Should a line in the entries below contain "this", return that line.

(Data extracted from a collection)
Segment Open

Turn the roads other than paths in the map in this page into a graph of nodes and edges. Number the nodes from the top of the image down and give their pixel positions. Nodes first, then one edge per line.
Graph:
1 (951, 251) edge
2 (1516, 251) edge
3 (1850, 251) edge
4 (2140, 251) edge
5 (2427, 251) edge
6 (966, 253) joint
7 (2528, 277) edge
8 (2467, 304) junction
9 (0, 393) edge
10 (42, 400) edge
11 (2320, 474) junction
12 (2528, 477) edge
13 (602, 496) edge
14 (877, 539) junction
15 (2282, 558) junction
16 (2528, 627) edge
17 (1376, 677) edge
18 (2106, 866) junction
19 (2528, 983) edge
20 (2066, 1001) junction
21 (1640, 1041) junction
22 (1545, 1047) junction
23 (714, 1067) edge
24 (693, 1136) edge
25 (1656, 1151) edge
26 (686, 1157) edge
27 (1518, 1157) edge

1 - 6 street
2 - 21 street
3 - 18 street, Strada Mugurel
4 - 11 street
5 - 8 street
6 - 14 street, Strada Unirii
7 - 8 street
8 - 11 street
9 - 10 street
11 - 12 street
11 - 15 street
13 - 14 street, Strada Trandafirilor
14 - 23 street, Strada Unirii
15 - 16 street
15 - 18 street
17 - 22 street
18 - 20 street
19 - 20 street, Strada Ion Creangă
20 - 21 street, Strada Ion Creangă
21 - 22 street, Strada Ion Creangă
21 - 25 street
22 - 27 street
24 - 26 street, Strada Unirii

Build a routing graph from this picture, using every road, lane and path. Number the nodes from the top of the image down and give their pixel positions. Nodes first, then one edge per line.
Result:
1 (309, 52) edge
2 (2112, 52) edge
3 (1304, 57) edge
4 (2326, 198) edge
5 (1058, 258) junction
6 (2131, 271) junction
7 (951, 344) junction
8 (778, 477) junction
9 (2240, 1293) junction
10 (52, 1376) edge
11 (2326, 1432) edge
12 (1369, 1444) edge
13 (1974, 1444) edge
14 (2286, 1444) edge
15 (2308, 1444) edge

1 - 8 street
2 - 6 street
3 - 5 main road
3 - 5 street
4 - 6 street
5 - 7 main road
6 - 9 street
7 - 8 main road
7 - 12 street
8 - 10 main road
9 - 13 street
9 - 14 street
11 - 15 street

Segment Closed

▶ Exercise output
Turn the roads other than paths in the map in this page into a graph of nodes and edges. Number the nodes from the top of the image down and give their pixel positions. Nodes first, then one edge per line.
Build a routing graph from this picture, using every road, lane and path. Number the nodes from the top of the image down and give their pixel positions. Nodes first, then one edge per line.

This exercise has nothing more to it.